Hi,
This is a tricky one to explain, so I'll try my hardest with diagrams.
Assume you've got a very big grid, with say, 4 levels of parent/child bands.
Now when scrolling down, the parent level (red and blue) is out of view, leaving the items shown in the final child band.
What I want, is when the top row is in the 4th band, fix the parent (red) band rows to the top of the grid, almost like a "floating" row. The sibling rows of the parent bands still appear to scroll, and the "top floating" band gets replaced when the set of topmost rows hits the next band.
I'm sure there's a better name for this, and a better explanation!
Thanks, Tom
Here's some code for Mike and anyone else that's interested:
UPDATE: Formatted: http://pastebin.com/UnPNv25T
Ahh Mike you underestimate me! In reality, we're talking microseconds of delay, I'm pretty sure nobody except me would notice... I've written the code to be as fast and light as humanely possible, there is only about 6 lines of code. It'd take a long time to knock a sample project together for this.
All the code does it take the FirstRow of the grid, and check the parent rows, then the "context" is written to 4 labels. It must be done for each scroll, to work out where the user is in the grid. I can't put any screenshots in, but imagine that row 1 indicates a Business Code, row 2 a Company, row 3 an Account Code and row 4 a Purchase Order code, then the 5th band shows a list of products. It whips up that hierarchy and presents it in some labels at the top of the screen. No matter where the user is in the scroll region, the context of where they are is visible at the top (in the labels).
To fix this (tomorrow, it's 10pm) I'm going to try to avoid doing the update if a mouse scroll is detected (Delta <> 0), fire off a new thread, wait 50 milliseconds, then run the context update code on the UI thread. This way I avoid blocking the UI thread due to the fine granularity of the MouseWheel, allowing the grid to scroll.
I'll let you know how I get on in the morning!
UPDATE: I've just done it, I can't test it properly over vpn and the laptop scroll wheel isn't exactly very good, but I think it works!
Tom
The mouse wheel will scroll a number of rows based on what the driver settings dictate. So you must have your mouse driver set to scroll one row at a time.
If this is slowing down our scrolling, then the code in your AfterRowRegionScroll must not be very efficient. So the best thing to do would be to try to make that code as fast and efficient as possible.

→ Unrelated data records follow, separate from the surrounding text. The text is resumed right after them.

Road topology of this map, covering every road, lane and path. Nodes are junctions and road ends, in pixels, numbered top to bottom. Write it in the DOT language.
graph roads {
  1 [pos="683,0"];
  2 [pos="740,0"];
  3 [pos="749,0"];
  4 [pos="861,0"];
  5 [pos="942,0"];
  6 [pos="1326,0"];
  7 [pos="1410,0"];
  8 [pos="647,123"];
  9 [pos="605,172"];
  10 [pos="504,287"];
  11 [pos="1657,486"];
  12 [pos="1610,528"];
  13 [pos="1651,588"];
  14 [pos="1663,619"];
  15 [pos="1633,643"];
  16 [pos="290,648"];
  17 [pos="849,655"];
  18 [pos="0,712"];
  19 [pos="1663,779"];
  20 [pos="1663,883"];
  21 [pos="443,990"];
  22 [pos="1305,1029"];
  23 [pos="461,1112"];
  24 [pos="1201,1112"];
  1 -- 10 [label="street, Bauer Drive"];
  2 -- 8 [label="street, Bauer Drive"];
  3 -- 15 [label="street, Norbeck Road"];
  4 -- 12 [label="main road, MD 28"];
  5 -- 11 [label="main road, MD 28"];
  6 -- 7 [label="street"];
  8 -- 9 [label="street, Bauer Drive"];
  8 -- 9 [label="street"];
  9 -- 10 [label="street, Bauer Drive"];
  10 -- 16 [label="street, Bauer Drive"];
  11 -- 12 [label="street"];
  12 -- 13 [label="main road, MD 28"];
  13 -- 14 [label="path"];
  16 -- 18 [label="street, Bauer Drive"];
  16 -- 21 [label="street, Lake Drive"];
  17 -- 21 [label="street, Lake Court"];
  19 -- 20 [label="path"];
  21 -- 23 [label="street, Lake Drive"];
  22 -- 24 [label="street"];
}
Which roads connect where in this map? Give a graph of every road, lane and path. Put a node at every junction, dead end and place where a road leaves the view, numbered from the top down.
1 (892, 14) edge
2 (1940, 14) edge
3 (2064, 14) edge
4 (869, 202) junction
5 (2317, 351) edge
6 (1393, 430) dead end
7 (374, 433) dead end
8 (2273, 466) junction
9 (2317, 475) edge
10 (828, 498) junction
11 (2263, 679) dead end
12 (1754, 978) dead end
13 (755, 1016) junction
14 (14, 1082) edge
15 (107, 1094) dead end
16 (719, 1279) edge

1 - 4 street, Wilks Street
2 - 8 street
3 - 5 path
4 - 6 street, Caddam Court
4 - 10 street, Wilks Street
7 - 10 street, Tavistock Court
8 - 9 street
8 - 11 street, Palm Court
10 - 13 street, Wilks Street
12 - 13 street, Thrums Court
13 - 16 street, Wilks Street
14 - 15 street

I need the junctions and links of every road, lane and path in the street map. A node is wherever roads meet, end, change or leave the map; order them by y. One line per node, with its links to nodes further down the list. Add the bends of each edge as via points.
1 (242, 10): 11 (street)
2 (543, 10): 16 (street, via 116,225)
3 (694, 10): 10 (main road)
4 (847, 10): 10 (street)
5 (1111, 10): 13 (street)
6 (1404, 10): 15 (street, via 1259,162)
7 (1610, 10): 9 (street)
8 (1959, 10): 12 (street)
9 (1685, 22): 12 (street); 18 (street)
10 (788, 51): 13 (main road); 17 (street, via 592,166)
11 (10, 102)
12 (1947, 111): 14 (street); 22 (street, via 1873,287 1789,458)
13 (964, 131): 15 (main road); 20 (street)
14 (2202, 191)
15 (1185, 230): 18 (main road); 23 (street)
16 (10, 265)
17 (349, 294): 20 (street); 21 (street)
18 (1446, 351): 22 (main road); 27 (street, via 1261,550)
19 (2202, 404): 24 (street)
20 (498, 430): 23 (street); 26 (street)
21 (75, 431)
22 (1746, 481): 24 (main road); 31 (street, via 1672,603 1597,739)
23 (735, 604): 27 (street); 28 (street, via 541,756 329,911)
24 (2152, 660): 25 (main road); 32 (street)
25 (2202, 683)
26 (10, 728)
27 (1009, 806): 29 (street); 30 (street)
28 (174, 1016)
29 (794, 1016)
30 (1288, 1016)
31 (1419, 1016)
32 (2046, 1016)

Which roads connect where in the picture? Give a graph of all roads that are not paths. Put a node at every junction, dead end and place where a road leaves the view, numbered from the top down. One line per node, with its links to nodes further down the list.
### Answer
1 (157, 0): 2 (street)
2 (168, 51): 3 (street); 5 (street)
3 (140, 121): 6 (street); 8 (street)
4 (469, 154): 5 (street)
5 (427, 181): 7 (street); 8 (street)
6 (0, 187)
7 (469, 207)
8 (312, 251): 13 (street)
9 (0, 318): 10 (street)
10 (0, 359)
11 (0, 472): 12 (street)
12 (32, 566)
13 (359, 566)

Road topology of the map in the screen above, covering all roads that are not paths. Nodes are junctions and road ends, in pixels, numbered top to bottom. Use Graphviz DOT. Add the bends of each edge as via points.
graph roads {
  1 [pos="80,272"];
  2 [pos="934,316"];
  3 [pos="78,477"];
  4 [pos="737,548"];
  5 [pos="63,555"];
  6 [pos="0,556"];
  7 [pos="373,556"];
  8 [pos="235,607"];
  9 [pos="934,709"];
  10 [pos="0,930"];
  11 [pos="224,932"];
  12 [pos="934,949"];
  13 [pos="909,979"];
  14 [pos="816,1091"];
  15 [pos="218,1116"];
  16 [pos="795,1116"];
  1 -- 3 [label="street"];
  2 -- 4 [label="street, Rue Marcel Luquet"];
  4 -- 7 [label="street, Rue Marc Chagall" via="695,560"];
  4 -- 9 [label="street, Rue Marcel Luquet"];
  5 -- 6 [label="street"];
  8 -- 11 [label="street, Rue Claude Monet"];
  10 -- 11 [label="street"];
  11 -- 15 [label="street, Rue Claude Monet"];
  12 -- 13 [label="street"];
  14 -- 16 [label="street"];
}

But why are you using AfterRowRegionScroll, though? It seems to me that it would be a lot more efficient to only build the context when you need it (right before you are about the set the DataSource), not maintain it continuously all the time.
Thanks Mike!
I have now implemented a contextual helper which runs on AfterRowRegionScroll, it examines the FirstRow of the scroll region, then recursively set the context based upon the FirstRow's level. This works very well, but I've noticed when scrolling with the mousewheel (having anything in the AfterRowRegionScroll event that updates the UI), stops the grid from scrolling smoothly.
This does not happen when grabbing the scroll bar thumb and moving it up and down (it updates the screen immediately).
I've used SuspendLayout etc (I'm very familiar with these types of problems), but I'm thinking the grid fires AfterRowRegionScroll a *lot* more when using the mouse delta?
UPDATE: I've just logged the ScrollPosition to the debug window. When using the Mouse Wheel, it sets the scroll position sequentially, irregardless of it's position, so 1, 2, 3, 4, 5, 6, 7, 8, 9, 10 etc. When using the thumb from the scrollbar, it jumps, so 1, 5, 7, 10, meaning my UI is doing a lot less work!
Not sure how to solve this :|
Hi Tom,
That's an excellent description and I understand exactly what you mean. But unfortunately, the answer is no, the WinGrid does not have this functionality.